2.3.4 Verfahrensablauf
Antragsprüfung, allenfalls Verbesserungsauftrag
Nachdem ein Antrag auf Erlassung eines Aufenthaltstitels bei der zuständigen Vertretungsbehörde eingelangt ist, hat ihn diese gem § 22 Abs 1 NAG auf Vollständigkeit und Richtigkeit zu überprüfen. Kommt die im Ausland niedergelassene Behörde zum Ergebnis, dass bspw die Erfordernisse des § 19 Abs 1 NAG (persönliche Einbringung) nicht erfüllt werden, so ist der eingereichte Antrag zugunsten des Antragstellers gem § 22 Abs 2 NAG nicht sofort zurückzuweisen.
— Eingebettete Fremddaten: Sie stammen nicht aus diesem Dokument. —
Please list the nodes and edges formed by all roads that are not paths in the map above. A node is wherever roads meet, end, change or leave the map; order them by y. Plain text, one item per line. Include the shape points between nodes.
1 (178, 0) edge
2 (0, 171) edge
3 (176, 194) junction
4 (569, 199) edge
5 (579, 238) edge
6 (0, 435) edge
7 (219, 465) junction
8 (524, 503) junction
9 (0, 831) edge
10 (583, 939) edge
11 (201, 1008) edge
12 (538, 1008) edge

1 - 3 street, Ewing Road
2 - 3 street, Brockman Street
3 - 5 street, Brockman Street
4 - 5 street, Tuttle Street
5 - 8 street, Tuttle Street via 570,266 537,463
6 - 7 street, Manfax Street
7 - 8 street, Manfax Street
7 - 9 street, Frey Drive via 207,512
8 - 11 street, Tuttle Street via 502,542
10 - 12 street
In einem solchen Fall ist ein Verbesserungsauftrag zu erteilen, welcher auf die Beseitigung des vorliegenden Mangels abzielt. Wenn trotz Vorschreibung der Behebung des Fehlers, dem Verbesserungsauftrag nicht innerhalb einer gleichzeitig ausdrücklich zu bestimmenden, angemessenen Frist entsprochen wird, kann das Verfahren ohne Weiteres eingestellt werden.